EMA’s London headquarters in Canary Wharf on September 22nd, 2014. Gordon Bell/Shutterstock
The EU may be hosting a competition to see which of its member states will get to host the EMA, but British officials insist that there’s absolutely no reason for the agency to decamp from London just because the UK is exiting the union.
The Financial Times reports that David Davis, Brexit secretary, is fighting to keep the drug agency as well as the European Banking Authority at Canary Wharf, along with the hundreds of workers and steady flow of visitors that each receives every year.
European Council President Donald Tusk, meanwhile, is in the final stages of laying out the criteria for a new host city, and evidently EU officials aren’t including a special category for staying on the Thames.

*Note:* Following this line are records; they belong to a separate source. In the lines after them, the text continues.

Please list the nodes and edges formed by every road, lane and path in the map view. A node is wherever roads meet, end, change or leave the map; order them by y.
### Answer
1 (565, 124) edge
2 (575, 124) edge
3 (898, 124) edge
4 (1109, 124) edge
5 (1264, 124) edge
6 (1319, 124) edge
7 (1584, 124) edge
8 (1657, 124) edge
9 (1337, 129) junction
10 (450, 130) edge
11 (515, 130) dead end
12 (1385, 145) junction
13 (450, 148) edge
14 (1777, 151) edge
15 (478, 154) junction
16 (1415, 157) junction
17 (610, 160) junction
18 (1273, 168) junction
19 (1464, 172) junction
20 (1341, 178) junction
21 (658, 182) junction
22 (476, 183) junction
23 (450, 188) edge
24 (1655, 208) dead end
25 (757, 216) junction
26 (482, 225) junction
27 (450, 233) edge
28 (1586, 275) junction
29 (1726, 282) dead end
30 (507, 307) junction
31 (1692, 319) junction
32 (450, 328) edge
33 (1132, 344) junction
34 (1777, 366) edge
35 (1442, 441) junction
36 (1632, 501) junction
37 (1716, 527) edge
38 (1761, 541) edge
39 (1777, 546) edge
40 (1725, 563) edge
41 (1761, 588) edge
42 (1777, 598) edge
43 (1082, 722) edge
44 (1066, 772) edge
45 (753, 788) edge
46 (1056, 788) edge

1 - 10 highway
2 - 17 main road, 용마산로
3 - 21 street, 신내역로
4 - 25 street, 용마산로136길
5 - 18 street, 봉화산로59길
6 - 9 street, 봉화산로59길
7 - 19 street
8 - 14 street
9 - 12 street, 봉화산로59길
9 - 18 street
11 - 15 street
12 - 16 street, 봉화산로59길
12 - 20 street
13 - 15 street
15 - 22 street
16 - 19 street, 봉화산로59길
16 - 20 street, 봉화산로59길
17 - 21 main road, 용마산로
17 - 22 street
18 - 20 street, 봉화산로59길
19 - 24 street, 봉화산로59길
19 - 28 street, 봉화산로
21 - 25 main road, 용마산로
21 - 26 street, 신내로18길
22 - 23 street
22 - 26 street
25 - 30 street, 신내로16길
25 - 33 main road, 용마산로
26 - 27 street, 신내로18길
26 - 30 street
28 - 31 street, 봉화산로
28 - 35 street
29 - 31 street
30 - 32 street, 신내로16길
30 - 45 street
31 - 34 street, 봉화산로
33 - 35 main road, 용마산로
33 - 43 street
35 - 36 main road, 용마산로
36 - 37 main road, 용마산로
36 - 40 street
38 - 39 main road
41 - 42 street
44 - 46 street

“The EMA and EBA both have to go to a member state,” an EU official told the FT. “There are many interested member states. There is a broad understanding that it is something that you need to move quickly on.”
The 890 staffers at the EMA decide drug approvals for some 500 million people in a crucial market for the biopharma industry. The agency also hosts thousands of meetings each year. That kind of profile has evidently attracted the attention of virtually every remaining member state in the EU, which would consider hosting the EMA a plum that would help focus additional attention on their own biopharma industry.
Another consideration: There have been reports that a large number of staffers aren’t going to leave London. That decision will rest a lot on which city will become the new home for the EMA. Copenhagen, Amsterdam, Milan, Stockholm, Barcelona and Dublin are just some of the contenders. And it will likely be some months before we know.